PetaBox, also stylized Petabox, is a storage unit from Capricorn Technologies and the Internet Archive. It was designed by the staff of the Internet Archive and C. R. Saikley to store and process one petabyte (a million gigabytes) of information.

== Specifications ==
- Density: 1.4 petabytes/rack
- Power consumption: 3 kW/petabyte
- No air conditioning, instead uses excess heat to help heat the building

== Design ==
Design goals of the Petabox included:

- Low power: 6 kW per rack, 60 kW for the entire storage cluster
- High density: 100+ TB/rack
- Local computing to process the data (800 low-end PCs)
- Multi-OS possible, Linux standard
- Colocation friendly
- Shipping container friendly: able to be run in a 20' by 8' by 8' shipping container
- Easy maintenance: one system administrator per petabyte
- Software to automate full mirroring
- Easy to scale
- Inexpensive design and storage

== History ==
The first 100 terabyte rack became operational in Amsterdam at the Internet Archive's European arm, the Stichting Internet Archive (SIA), in June 2004. The second 80 terabyte rack became operational in their main San Francisco location that same year. The Internet Archive then spun off its Petabox production to the newly-formed company Capricorn Technologies.

Between 2004 and 2007, Capricorn replicated the Internet Archive's deployment of the Petabox for major academic institutions, digital preservationists, government agencies, high-performance computing (HPC) and major research sites, medical imaging providers, digital image repositories, storage outsourcing sites, and other enterprises. Their largest product uses 750 gigabyte disks. In 2007, the Internet Archive data center housed approximately three petabytes of Petabox storage technology.

In 2010, the fourth version of the Petabox began operation.
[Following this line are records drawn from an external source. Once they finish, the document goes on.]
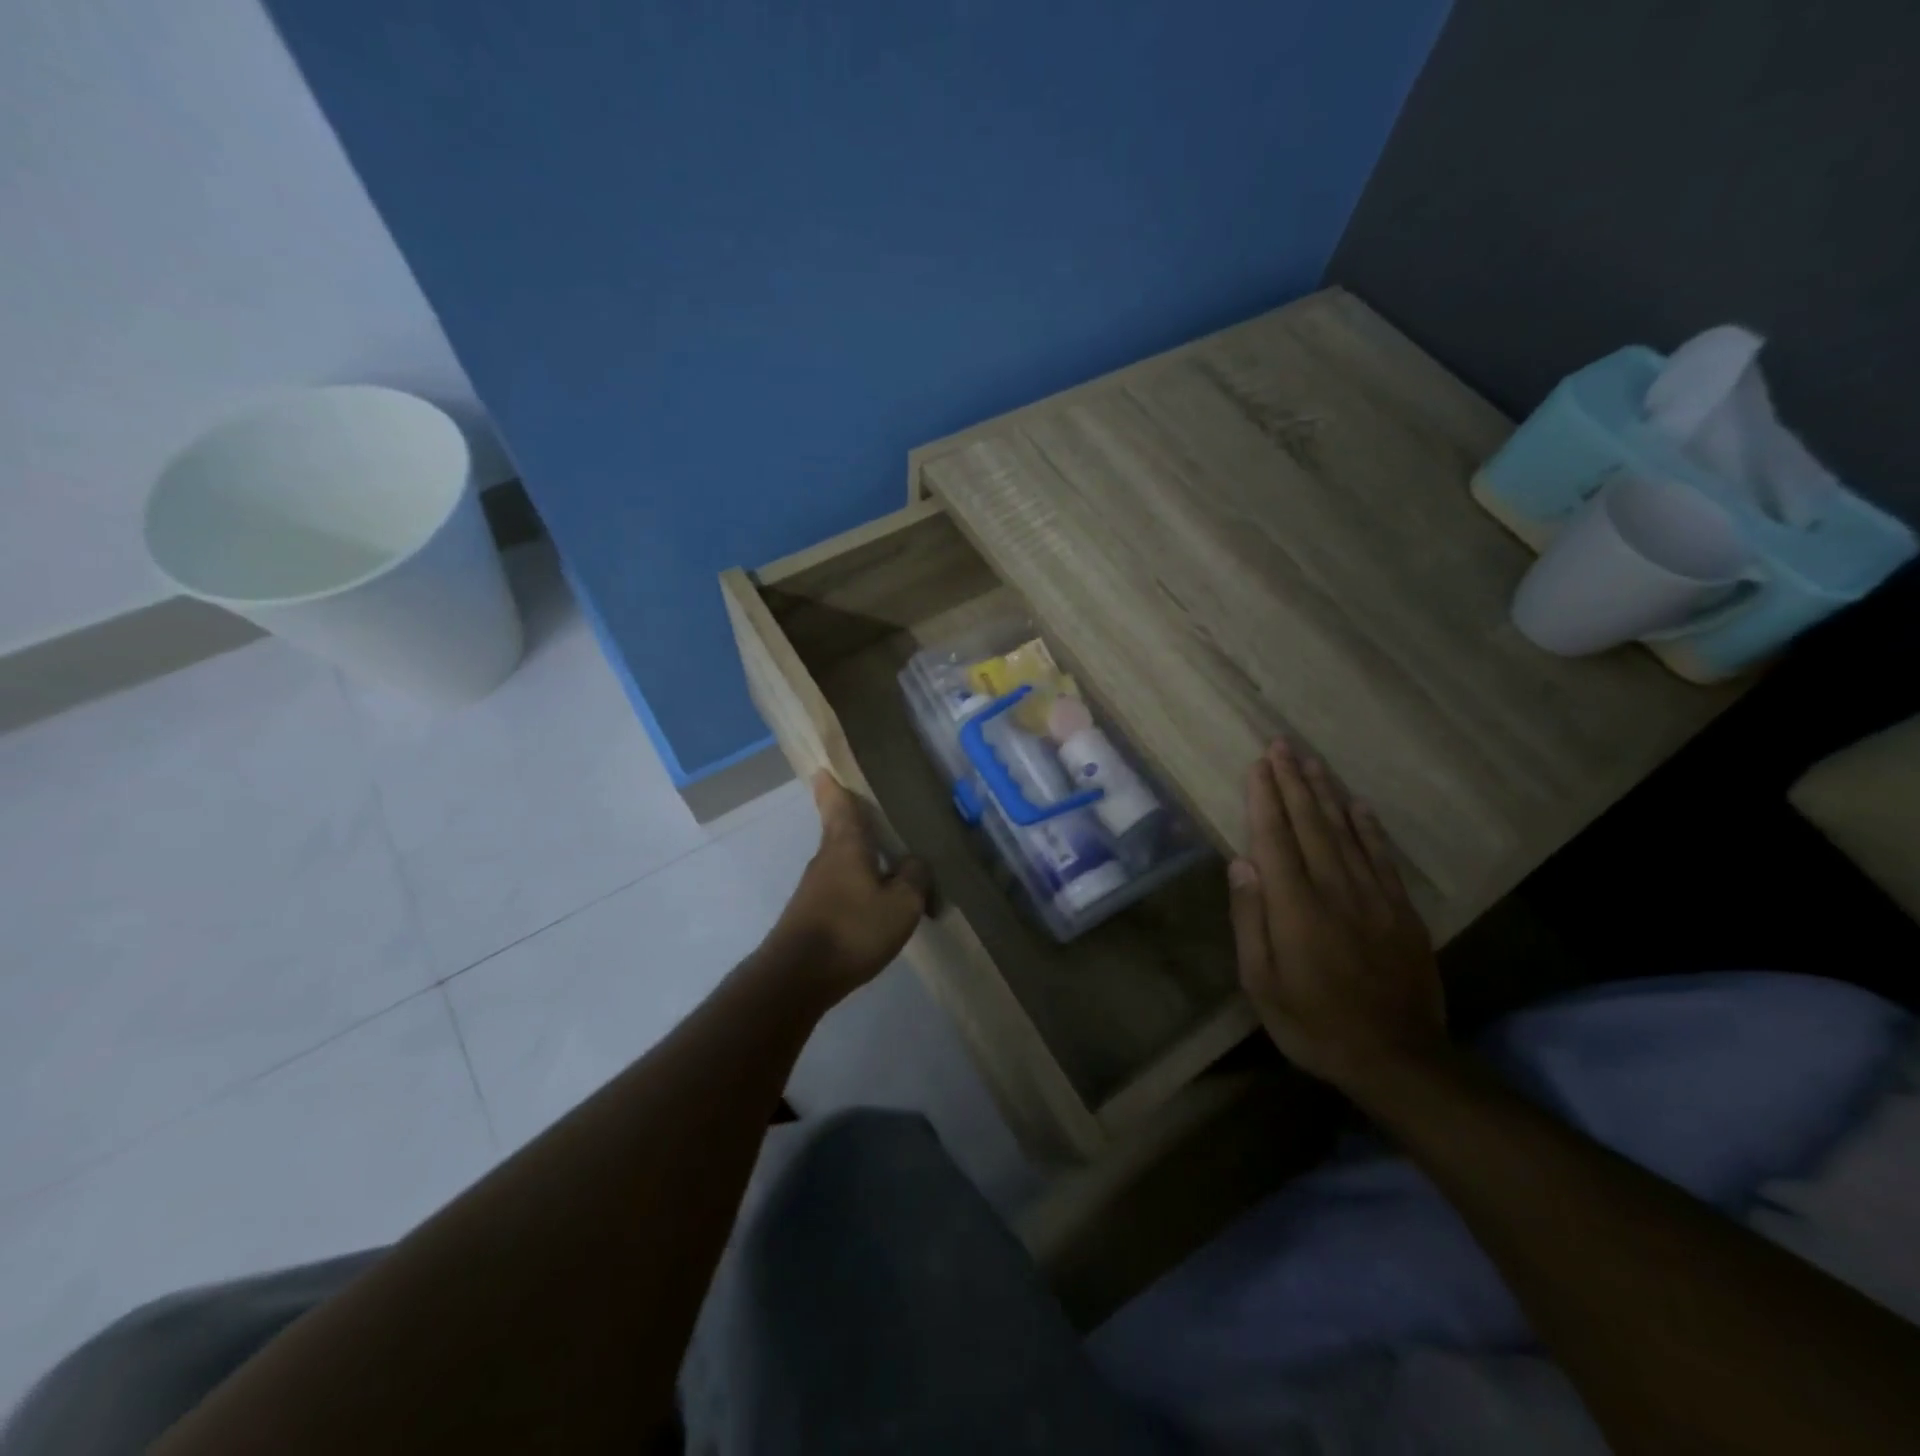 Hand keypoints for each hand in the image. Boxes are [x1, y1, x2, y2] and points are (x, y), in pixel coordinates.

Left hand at [765, 772, 930, 1000]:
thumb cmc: (852, 930)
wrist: (797, 977)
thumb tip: (914, 861)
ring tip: (890, 863)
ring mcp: (814, 889)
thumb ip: (914, 877)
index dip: (832, 787)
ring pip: (842, 862)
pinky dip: (858, 887)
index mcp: (846, 845)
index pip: (838, 805)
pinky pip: (841, 889)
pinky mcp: (811, 914)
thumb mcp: (901, 904)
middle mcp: (826, 859)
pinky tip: (876, 903)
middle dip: (855, 823)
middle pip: (840, 832)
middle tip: (877, 814)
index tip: (823, 769)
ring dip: (861, 859)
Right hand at [1228, 740, 1446, 1093]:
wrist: (1398, 1058)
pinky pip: (1382, 857)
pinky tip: (1357, 804)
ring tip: (1311, 761)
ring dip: (1326, 793)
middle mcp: (1335, 890)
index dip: (1265, 798)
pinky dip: (1368, 827)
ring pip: (1346, 832)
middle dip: (1293, 782)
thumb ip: (1251, 919)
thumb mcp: (1261, 983)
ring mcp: (1374, 897)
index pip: (1275, 839)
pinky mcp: (1401, 910)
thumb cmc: (1313, 1023)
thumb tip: (1241, 863)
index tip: (1258, 765)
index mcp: (1295, 907)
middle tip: (1281, 745)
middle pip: (1311, 824)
Each Petabox allowed for 480 TB of raw storage (240 disks of 2 TB each, set up with 24 disks per 4U high rack units and with 10 units per rack) running on Linux.

As of December 2021, the Internet Archive's Petabox storage system consists of four data centers, 745 nodes, and 28,000 spinning disks. The Wayback Machine contains 57 petabytes of information; book, music and video collections contain an extra 42 petabytes of information, totaling 99 petabytes of "unique data". Due to content being backed up in multiple locations, a total of 212 petabytes is used.